ときおり、彼が「男の子」としてムキになっちゃう時があって
思春期男子の図鑑の説明通りな行動をしてくれるので、
「意識しすぎィ!!」ともうこっちは爆笑モンなんだよな。
絵のタッチも、眩しさでかすむような、柔らかく切ない感触。
作品の魅力のおおきなポイントとして、作画の素晴らしさというのが間違いなくありますよ。見た瞬間に「好き」ってなるもんな。はかなげで甘酸っぱい。柑橘系の匂いがコミックスに刷り込まれんじゃねえのか。尊い・・・。
描き下ろしの初雪のエピソードとかその最たるもので、あまりにもエモすぎて一旦正座して読んだぞ。
気になった箇所は、本当に細かいところで本編ではないんですけど、
オビに「いじめたい系赤面男子!!」って書いてあるんですよ。
真白くんの魅力を閉じ込めたひじょうに分かりやすいテキストだと思うんですけれど、「いじめたい」という言葉はちょいと強すぎる気がして。本編で言ってないし。
というか途中で魔女への迫害・差別意識といったややシリアスな要素も顔を出す作品で、実際に真白くんもそういった目に合ってきたであろうキャラクタなのに
堂々と「いじめたい系赤面男子」と言い放つのは些か無神経でなかろうか。
まあそんな事を気にする俺もちっちゃいなと思いますが・・・
個人的には本当に大好きで、応援したい。
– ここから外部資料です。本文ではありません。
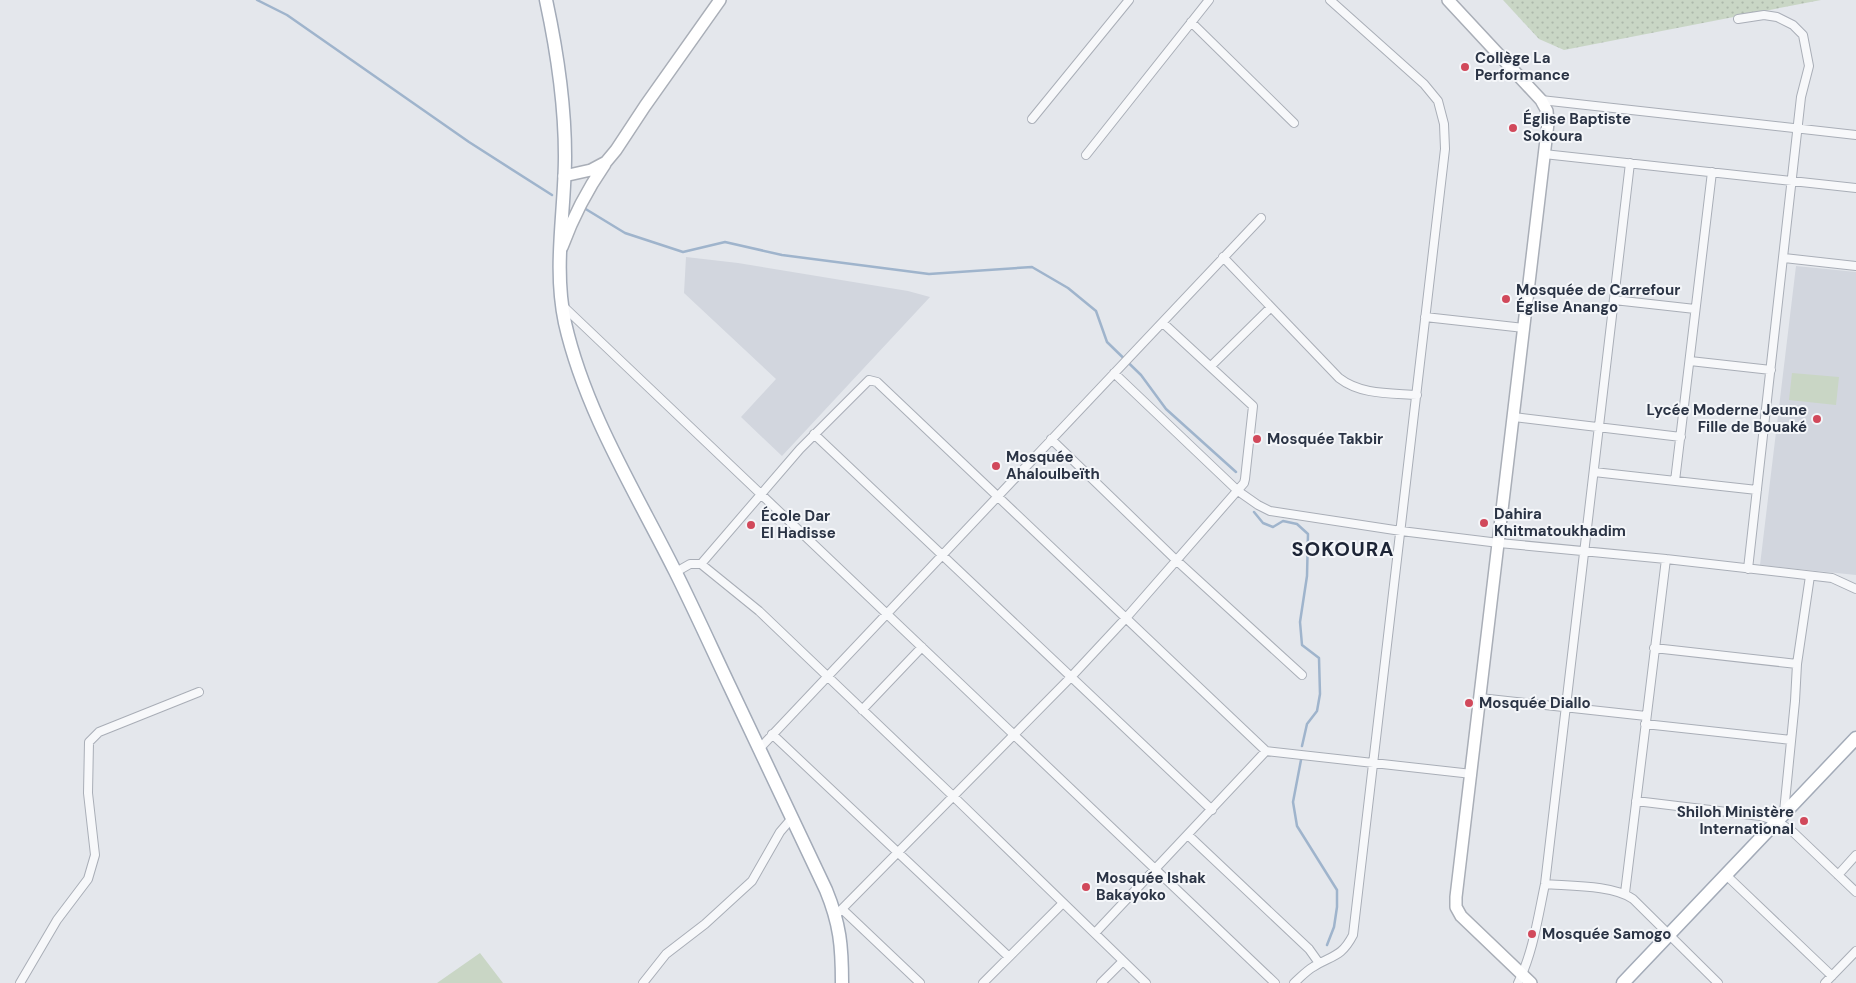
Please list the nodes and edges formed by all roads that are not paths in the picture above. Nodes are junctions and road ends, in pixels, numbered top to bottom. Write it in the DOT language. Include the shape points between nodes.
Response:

これで終わってほしくないなぁ。
ぜひ続編を出してほしいですね。「男の魔女」という設定で学園で恋愛してくれるの、美味しすぎてもっともっと寄越せという気持ちでいっぱいです。
「魔女くんと私」シリーズではなくても、今後も追っていきたい作家さん。
いい新人さんが出てきてくれた。こういう、ピタッとくる作家さんが新しく出て来るとワクワクしてしまいます。次のコミックス待ってます。
『魔女くんと私』 ・・・・・・・・・★★★★
眩しいボーイミーツガール全1巻(今のところ)。男子がかわいい少女漫画はいい漫画だ。